▶ Data:
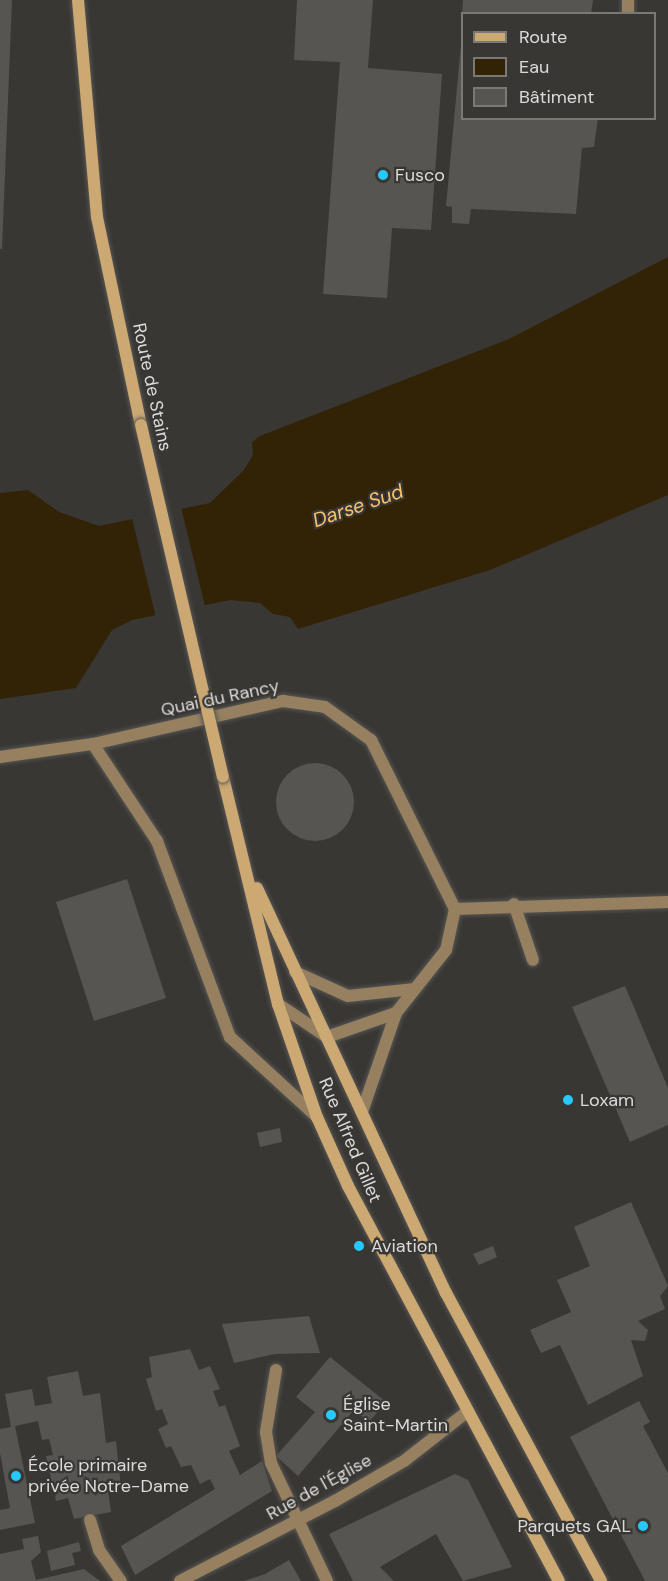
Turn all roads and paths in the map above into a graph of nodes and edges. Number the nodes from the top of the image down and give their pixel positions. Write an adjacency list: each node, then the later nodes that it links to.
1 (78, 0): 4 (main road, Route de Stains, bridge)
2 (93, 744): 3 (street, Quai du Rancy); 8 (street, Quai du Rancy); 16 (street)
3 (0, 757)
4 (223, 777): 5 (main road, Rue Alfred Gillet)
5 (246, 865): 10 (main road, Rue Alfred Gillet); 12 (main road, Rue Alfred Gillet)
6 (668, 902): 7 (street)
7 (514, 904): 8 (street); 9 (street)
8 (455, 909): 11 (street)
9 (533, 960)
10 (295, 972): 11 (street); 14 (main road, Rue Alfred Gillet)
11 (413, 989): 13 (street)
12 (278, 1004): 14 (street); 16 (main road, Rue Alfred Gillet)
13 (396, 1013): 14 (street); 15 (street)
14 (327, 1037): 15 (main road, Rue Alfred Gillet)
15 (363, 1109): 25 (main road, Rue Alfred Gillet)
16 (317, 1117): 18 (main road, Rue Alfred Gillet)
17 (276, 1370): 20 (street)
18 (467, 1412): 20 (street, Rue de l'Église); 24 (main road, Rue Alfred Gillet)
19 (90, 1520): 21 (street)
20 (298, 1520): 22 (street, Rue de l'Église); 23 (street)
21 (121, 1581)
22 (180, 1581)
23 (327, 1581)
24 (558, 1581)
25 (601, 1581)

▶ Exercise details: Everything in the records above must be restated verbatim, save for the pictures.

▶ Answer for the task:
Turn all roads and paths in the map above into a graph of nodes and edges. Number the nodes from the top of the image down and give their pixel positions. Write an adjacency list: each node, then the later nodes that it links to.
1 (78, 0): 4 (main road, Route de Stains, bridge)
2 (93, 744): 3 (street, Quai du Rancy); 8 (street, Quai du Rancy); 16 (street)
3 (0, 757)
4 (223, 777): 5 (main road, Rue Alfred Gillet)
5 (246, 865): 10 (main road, Rue Alfred Gillet); 12 (main road, Rue Alfred Gillet)
6 (668, 902): 7 (street)
7 (514, 904): 8 (street); 9 (street)
8 (455, 909): 11 (street)
9 (533, 960)
10 (295, 972): 11 (street); 14 (main road, Rue Alfred Gillet)
11 (413, 989): 13 (street)
12 (278, 1004): 14 (street); 16 (main road, Rue Alfred Gillet)
13 (396, 1013): 14 (street); 15 (street)
14 (327, 1037): 15 (main road, Rue Alfred Gillet)
15 (363, 1109): 25 (main road, Rue Alfred Gillet)
16 (317, 1117): 18 (main road, Rue Alfred Gillet)
17 (276, 1370): 20 (street)
18 (467, 1412): 20 (street, Rue de l'Église); 24 (main road, Rue Alfred Gillet)
19 (90, 1520): 21 (street)
20 (298, 1520): 22 (street, Rue de l'Église); 23 (street)
21 (121, 1581)
22 (180, 1581)
23 (327, 1581)
24 (558, 1581)
25 (601, 1581)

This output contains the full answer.